Task goal
When you reach the line in the data below that contains "middle dip: (367, 248)", please start repeating lines exactly, and stop after the line that contains "ring pip: (155, 103)", repeating nothing else.

Stored data entries
* * *
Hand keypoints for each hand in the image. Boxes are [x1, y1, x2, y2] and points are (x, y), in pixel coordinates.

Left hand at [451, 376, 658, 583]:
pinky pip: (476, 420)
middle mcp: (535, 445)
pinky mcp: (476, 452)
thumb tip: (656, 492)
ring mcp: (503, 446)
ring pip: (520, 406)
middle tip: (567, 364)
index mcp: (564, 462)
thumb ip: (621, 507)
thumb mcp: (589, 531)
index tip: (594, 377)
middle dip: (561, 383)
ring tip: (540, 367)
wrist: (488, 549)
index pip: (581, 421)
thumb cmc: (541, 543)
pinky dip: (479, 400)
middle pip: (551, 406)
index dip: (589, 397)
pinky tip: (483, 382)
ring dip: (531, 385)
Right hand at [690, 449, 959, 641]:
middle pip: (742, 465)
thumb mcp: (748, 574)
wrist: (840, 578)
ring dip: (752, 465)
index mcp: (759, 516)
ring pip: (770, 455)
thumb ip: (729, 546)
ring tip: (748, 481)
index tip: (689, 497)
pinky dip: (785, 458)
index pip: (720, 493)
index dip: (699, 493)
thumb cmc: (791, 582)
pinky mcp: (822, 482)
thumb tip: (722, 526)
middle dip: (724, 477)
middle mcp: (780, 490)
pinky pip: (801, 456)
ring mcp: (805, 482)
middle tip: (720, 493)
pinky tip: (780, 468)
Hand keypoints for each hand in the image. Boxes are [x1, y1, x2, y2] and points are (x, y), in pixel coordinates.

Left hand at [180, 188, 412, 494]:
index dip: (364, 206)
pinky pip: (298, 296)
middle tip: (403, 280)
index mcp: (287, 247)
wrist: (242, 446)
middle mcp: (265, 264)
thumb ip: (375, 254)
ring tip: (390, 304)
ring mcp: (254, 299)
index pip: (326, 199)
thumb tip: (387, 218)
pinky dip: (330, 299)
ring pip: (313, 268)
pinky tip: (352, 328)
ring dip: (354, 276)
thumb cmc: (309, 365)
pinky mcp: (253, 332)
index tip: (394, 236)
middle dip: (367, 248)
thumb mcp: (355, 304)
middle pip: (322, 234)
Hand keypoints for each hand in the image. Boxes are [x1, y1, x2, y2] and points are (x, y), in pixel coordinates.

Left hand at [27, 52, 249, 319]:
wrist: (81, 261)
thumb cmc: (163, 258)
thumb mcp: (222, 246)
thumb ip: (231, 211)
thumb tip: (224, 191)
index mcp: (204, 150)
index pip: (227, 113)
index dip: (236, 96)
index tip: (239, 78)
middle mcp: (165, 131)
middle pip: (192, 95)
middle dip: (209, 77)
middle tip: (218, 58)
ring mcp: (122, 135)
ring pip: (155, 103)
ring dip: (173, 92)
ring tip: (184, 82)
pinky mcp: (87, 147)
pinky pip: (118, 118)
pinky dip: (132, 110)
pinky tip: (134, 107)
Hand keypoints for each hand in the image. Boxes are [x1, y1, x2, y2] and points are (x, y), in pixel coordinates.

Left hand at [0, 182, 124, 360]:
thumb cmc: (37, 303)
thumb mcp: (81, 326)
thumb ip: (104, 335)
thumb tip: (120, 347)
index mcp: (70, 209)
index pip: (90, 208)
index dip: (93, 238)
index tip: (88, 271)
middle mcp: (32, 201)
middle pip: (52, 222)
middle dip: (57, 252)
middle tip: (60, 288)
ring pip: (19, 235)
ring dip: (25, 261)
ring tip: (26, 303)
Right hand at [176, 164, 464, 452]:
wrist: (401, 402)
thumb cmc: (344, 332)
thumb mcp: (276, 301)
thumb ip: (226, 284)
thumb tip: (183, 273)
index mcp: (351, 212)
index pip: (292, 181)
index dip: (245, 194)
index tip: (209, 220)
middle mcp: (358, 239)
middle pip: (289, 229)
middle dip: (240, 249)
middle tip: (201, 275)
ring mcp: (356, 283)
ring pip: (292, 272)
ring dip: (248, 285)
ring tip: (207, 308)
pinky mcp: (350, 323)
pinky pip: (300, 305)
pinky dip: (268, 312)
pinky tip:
* * *
Exercise answer
middle dip: (367, 248)
thumb mcp: (355, 304)
middle pip: (322, 234)
Hand keypoints for each hand in the image. Boxes are [x1, y1, x2, y2] and points are (x, y), in pixel coordinates.

Left hand at [27, 52, 249, 319]:
wrist: (81, 261)
thumb cmc: (163, 258)
thumb mcp: (222, 246)
thumb ip: (231, 211)
thumb tip: (224, 191)
index mcp: (204, 150)
index pip: (227, 113)
index dip: (236, 96)
index tip: (239, 78)
middle mcp: (165, 131)
middle pip: (192, 95)
middle dip: (209, 77)
middle tip: (218, 58)
ring mcp: (122, 135)
ring pip: (155, 103)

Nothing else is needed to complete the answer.